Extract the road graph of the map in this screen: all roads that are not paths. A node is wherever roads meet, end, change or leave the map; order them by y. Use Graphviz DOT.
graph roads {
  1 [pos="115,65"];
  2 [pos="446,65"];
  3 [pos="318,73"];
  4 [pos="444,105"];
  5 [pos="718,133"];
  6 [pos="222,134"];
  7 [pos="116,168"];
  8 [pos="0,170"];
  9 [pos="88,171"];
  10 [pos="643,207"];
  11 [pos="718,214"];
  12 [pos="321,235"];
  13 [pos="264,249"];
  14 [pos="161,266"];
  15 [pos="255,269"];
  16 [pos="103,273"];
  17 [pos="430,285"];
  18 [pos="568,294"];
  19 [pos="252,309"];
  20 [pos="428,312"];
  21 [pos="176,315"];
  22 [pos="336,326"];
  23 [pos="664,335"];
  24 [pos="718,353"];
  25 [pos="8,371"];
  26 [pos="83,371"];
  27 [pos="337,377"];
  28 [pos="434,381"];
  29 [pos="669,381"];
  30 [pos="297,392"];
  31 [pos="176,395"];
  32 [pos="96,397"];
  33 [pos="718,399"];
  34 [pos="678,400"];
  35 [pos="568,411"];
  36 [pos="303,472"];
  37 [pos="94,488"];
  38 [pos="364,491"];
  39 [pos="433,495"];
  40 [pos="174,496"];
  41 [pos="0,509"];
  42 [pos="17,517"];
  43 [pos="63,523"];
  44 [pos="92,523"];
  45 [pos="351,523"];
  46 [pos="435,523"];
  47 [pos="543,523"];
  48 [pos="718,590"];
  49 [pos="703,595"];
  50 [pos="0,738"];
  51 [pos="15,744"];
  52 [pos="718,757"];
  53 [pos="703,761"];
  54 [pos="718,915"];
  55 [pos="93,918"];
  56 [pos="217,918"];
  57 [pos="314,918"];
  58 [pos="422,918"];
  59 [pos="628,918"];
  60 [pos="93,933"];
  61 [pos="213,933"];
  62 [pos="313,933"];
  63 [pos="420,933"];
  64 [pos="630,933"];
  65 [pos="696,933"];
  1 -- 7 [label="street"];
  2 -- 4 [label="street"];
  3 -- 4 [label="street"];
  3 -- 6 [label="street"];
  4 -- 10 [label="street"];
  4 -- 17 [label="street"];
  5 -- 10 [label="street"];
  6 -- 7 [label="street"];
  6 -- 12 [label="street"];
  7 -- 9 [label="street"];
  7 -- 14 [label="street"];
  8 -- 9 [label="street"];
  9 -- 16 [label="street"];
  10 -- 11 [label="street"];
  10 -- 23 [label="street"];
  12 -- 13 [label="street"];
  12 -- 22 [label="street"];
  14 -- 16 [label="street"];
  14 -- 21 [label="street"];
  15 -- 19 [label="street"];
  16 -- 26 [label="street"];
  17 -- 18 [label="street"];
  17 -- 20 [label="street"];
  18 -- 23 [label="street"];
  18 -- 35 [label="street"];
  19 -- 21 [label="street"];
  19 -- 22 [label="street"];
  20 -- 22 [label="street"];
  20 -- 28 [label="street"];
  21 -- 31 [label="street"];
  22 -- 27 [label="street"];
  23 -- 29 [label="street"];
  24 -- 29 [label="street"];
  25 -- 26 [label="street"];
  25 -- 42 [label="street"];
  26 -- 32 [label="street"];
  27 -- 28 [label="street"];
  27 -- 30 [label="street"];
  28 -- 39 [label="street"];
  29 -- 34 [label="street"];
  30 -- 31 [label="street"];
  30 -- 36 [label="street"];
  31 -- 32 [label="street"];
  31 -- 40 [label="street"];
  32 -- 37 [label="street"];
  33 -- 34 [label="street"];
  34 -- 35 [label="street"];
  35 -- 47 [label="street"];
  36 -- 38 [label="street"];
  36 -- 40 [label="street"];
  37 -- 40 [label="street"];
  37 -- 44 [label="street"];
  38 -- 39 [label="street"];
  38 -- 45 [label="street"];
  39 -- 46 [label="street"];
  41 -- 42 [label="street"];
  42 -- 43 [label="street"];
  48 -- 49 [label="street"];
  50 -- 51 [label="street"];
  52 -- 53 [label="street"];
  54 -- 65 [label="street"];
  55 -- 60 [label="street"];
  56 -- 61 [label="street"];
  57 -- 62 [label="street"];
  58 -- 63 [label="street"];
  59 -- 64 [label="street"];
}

====

▶ _TASK INSTRUCTIONS_: All lines with the word "graph" must be located in the data and copied.

▶ _OUTPUT_:
Extract the road graph of the map in this screen: all roads that are not paths. A node is wherever roads meet, end, change or leave the map; order them by y. Use Graphviz DOT.
graph roads {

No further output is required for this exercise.